They're Berry Tasty
The strawberry, or Fragaria Ananassa as it’s less commonly known, first appeared in Europe during the 18th century. Strawberries have a very long history indeed and have been enjoyed since as far back as Roman times. Native to many different parts of the world, hundreds of varieties of strawberries exist nowadays, due to different crossbreeding techniques that have developed over the years. In 1714, a French engineer who had been commissioned to Chile & Peru, found that the strawberry native to those regions was in fact, much larger than those which had previously been found in Europe. It was then that he decided to bring a sample of this strawberry back with him, in order to cultivate in France. The end result was a large, juicy and sweet hybrid, which we know now as the modern garden strawberry.
Strawberries today are an excellent source of vitamin C, potassium, folic acid and fibre. Five strawberries (or a half a serving) contain more antioxidant power than three apples or four bananas and provide more vitamin C than an entire orange. While these sweet berries have powerful antioxidant content, another added benefit for them is that they do not rapidly boost a person’s blood sugar, making them an ideal choice for those who have diabetes, and a safe, delicious addition to any diet.
Strawberries, as it turns out are not actually fruits at all. Their seeds are on the outside, making the strawberry plants, runners, as they are not produced by the seeds. Strawberries also have on average approximately 200 seeds per fruit.

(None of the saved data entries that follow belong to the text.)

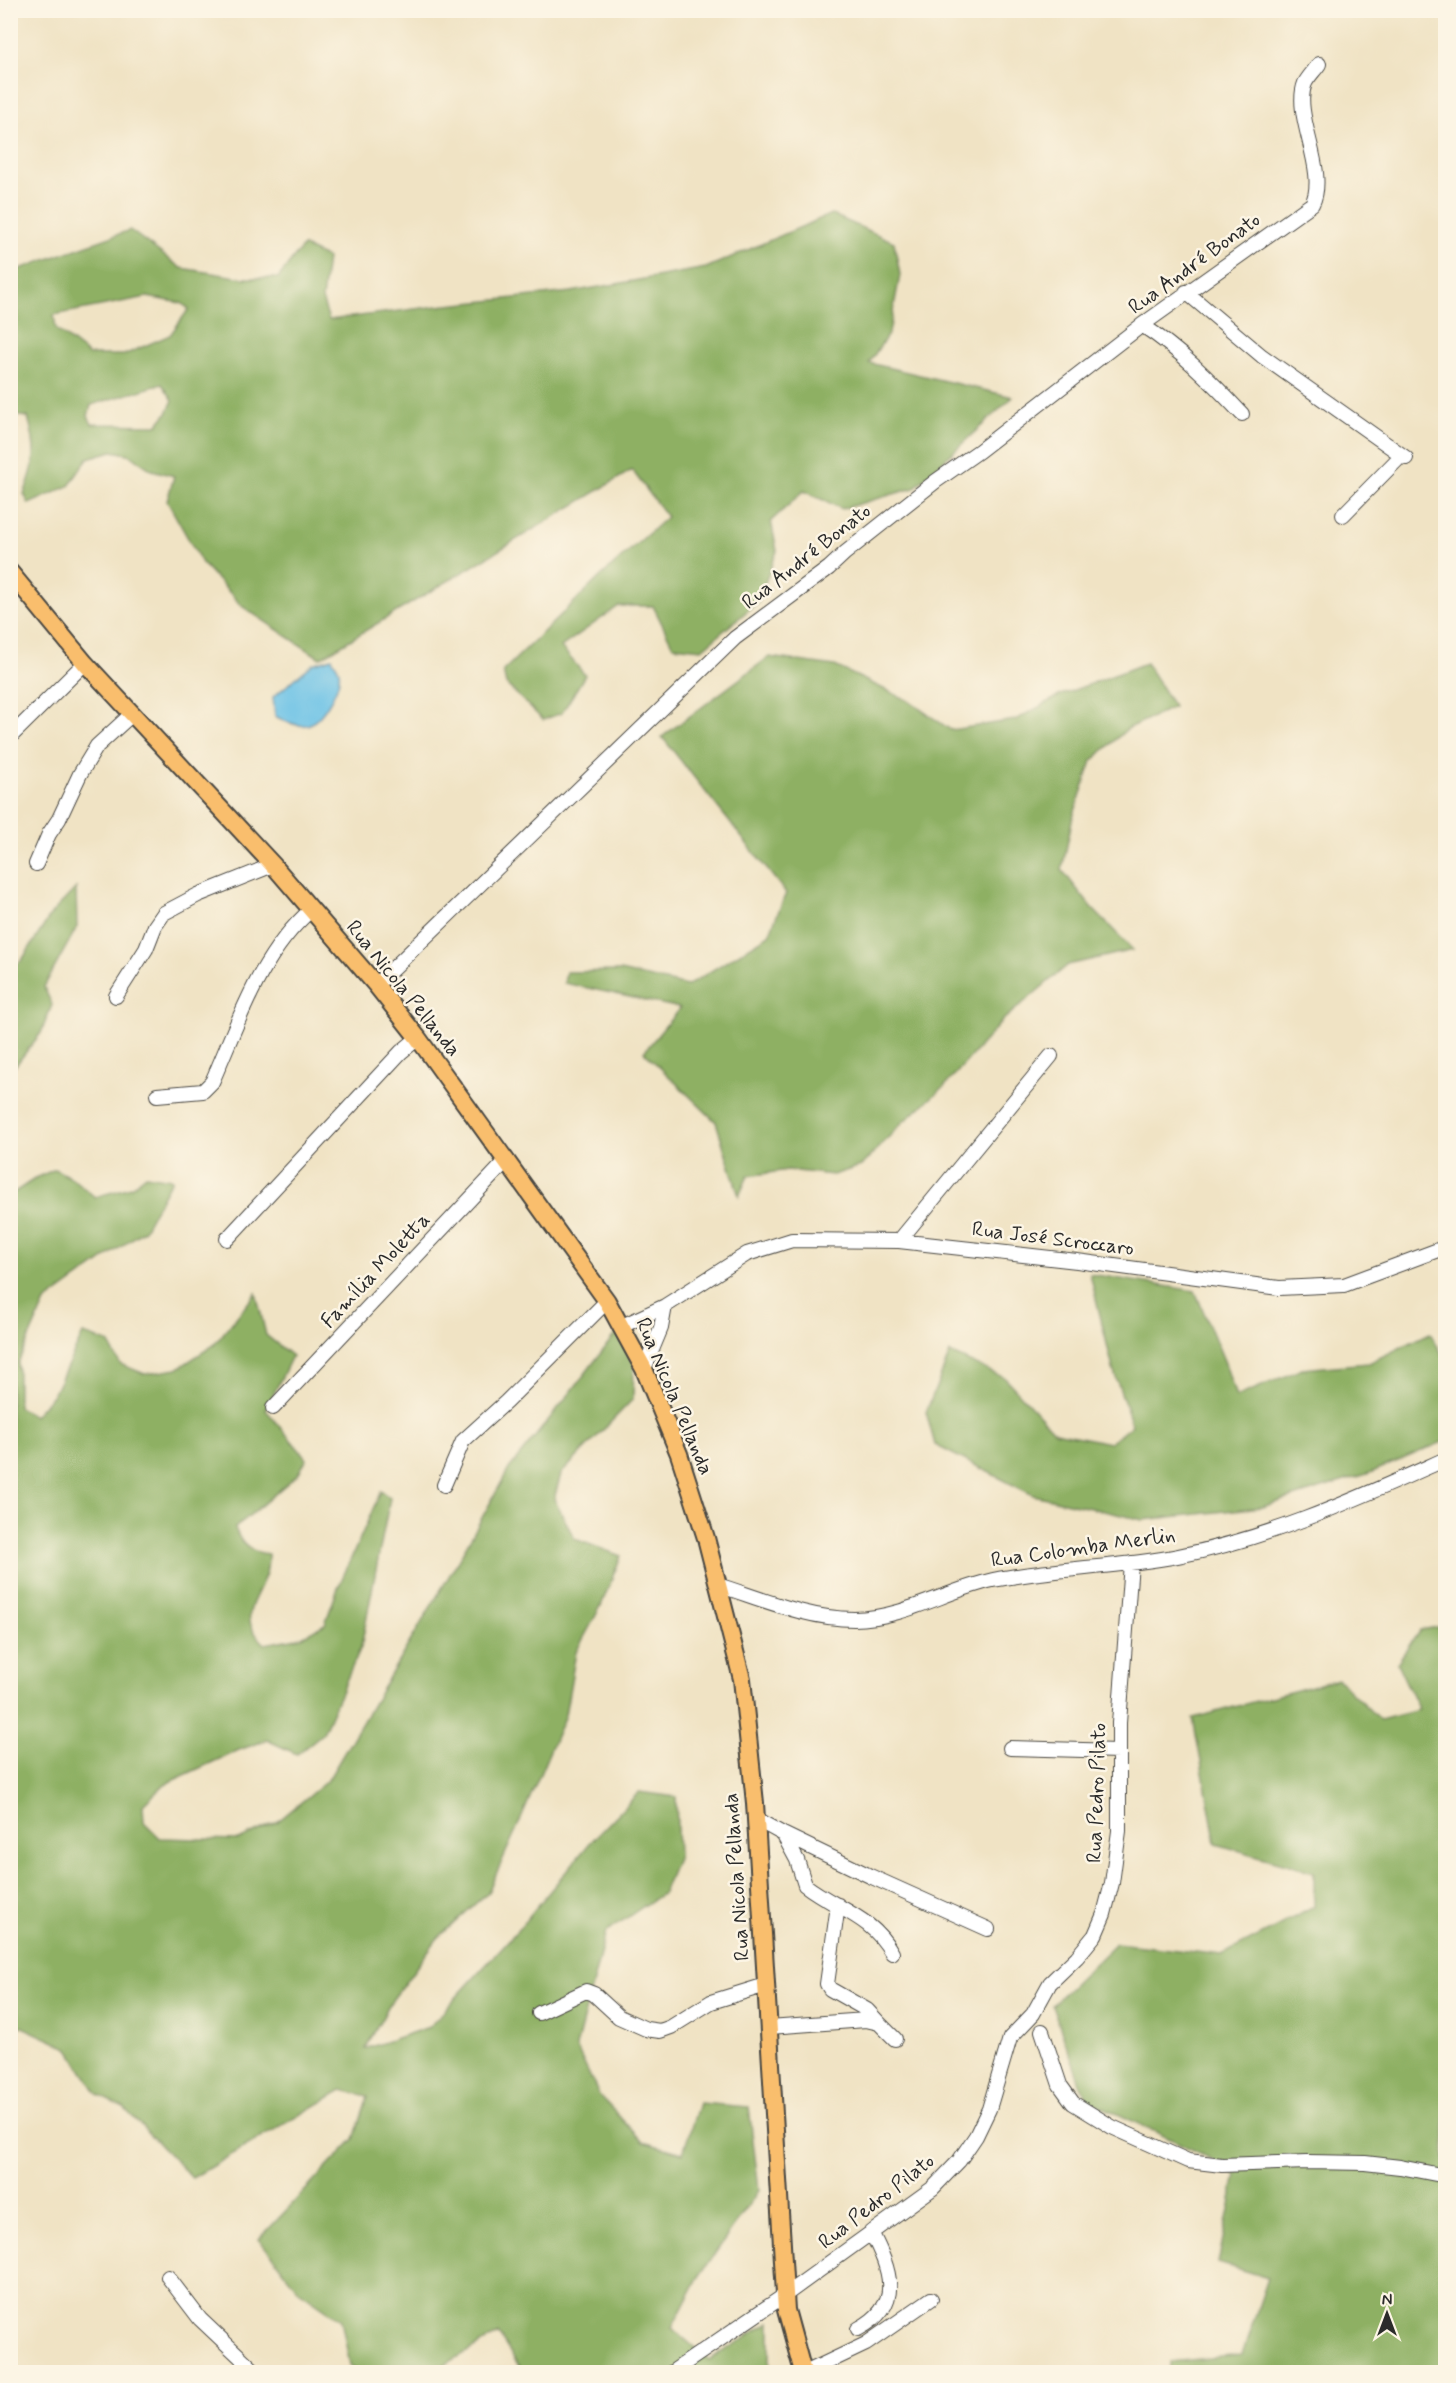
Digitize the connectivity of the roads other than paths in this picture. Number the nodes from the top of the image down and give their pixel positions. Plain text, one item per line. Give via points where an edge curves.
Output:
1 (1319, 64) dead end
2 (1186, 292) junction
3 (1142, 325) junction
4 (1242, 414) dead end
5 (1343, 515) dead end
6 (10, 572) edge
7 (84, 663) junction
8 (132, 714) junction
9 (10, 737) edge
10 (36, 864) dead end
11 (273, 865) junction
12 (311, 910) junction
13 (376, 985) junction
14 (116, 996) dead end
15 (418, 1038) junction
16 (1051, 1056) dead end
17 (158, 1095) dead end
18 (507, 1160) junction
19 (227, 1239) dead end
20 (900, 1241) junction
21 (1446, 1247) edge
22 (607, 1301) junction
23 (665, 1306) junction
24 (622, 1326) junction
25 (644, 1369) junction
26 (273, 1408) dead end
27 (1446, 1459) edge
28 (444, 1485) dead end
29 (1131, 1563) junction
30 (718, 1586) junction
31 (1010, 1748) dead end
32 (1119, 1751) junction
33 (756, 1819) junction
34 (783, 1834) junction
35 (838, 1905) junction
36 (988, 1929) dead end
37 (892, 1953) dead end
38 (766, 1985) junction
39 (539, 2013) dead end
40 (879, 2023) junction
41 (769, 2027) junction
42 (1042, 2031) dead end
43 (895, 2039) dead end
44 (1446, 2176) edge
45 (872, 2232) junction
46 (168, 2277) dead end
47 (785, 2295) junction
48 (931, 2299) dead end
49 (858, 2329) dead end
50 (256, 2373) edge
51 (672, 2373) edge
52 (805, 2373) edge

1 - 2 street, Rua André Bonato via 1306,83 1302,100 1318,188 1312,204
2 - 3 street, Rua André Bonato
2 - 5 street via 1262,356 1404,456
3 - 4 street via 1203,374
3 - 13 street, Rua André Bonato via 735,638
6 - 7 main road, Rua Nicola Pellanda
7 - 8 main road, Rua Nicola Pellanda
7 - 9 street
8 - 10 street via 97,746
8 - 11 main road, Rua Nicola Pellanda
11 - 12 main road, Rua Nicola Pellanda
11 - 14 street via 164,913
12 - 13 main road, Rua Nicola Pellanda
12 - 17 street via 274,949 251,991 212,1082 203,1091
13 - 15 main road, Rua Nicola Pellanda
15 - 18 main road, Rua Nicola Pellanda
15 - 19 street
16 - 20 street
18 - 22 main road, Rua Nicola Pellanda
18 - 26 street, Família Moletta
20 - 21 street, Rua José Scroccaro via 1279,1288 1344,1285
20 - 23 street, Rua José Scroccaro via 792,1240 747,1254
22 - 24 main road, Rua Nicola Pellanda
22 - 28 street via 464,1442
23 - 24 street, Rua José Scroccaro
23 - 25 street via 661,1328
24 - 25 main road, Rua Nicola Pellanda
25 - 30 main road, Rua Nicola Pellanda via 679,1454
27 - 29 street, Rua Colomba Merlin via 1273,1531 1206,1550
29 - 30 street, Rua Colomba Merlin via 997,1580 884,1615 854,1619 804,1612
29 - 32 street, Rua Pedro Pilato
30 - 33 main road, Rua Nicola Pellanda via 742,1679
31 - 32 street
32 - 45 street, Rua Pedro Pilato via 1115,1865 1108,1902 1095,1935 1050,1983 1033,2014 1010,2038 989,2109 959,2161 933,2188
33 - 34 street
33 - 38 main road, Rua Nicola Pellanda
34 - 35 street via 804,1886
34 - 36 street
35 - 37 street via 872,1926
35 - 40 street via 827,1984 867,2010
38 - 39 street via 711,2002 660,2031 619,2017 586,1991
38 - 41 main road, Rua Nicola Pellanda
40 - 41 street via 866,2020
40 - 43 street
41 - 47 main road, Rua Nicola Pellanda
42 - 44 street via 1060,2085 1073,2103 1112,2127 1188,2161 1222,2165 1365,2163
45 - 47 street, Rua Pedro Pilato
45 - 49 street via 887,2266 891,2289 882,2310
46 - 50 street via 200,2319
47 - 51 street, Rua Pedro Pilato
47 - 52 main road, Rua Nicola Pellanda
48 - 52 street via 866,2344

Keeling’s are the only grower producing 100% tabletop strawberries in Ireland. A method of growing strawberries that limits the build-up of pests and diseases, thus ensuring the highest quality strawberries. In 2009, they built a new state of the art strawberry glasshouse on their farm, resulting in the ability to produce over 100 million Irish Strawberries for the Irish market and extend the season into December.
This month's Strawberries at Keeling's Select comes from Keeling's Own Farm in County Dublin.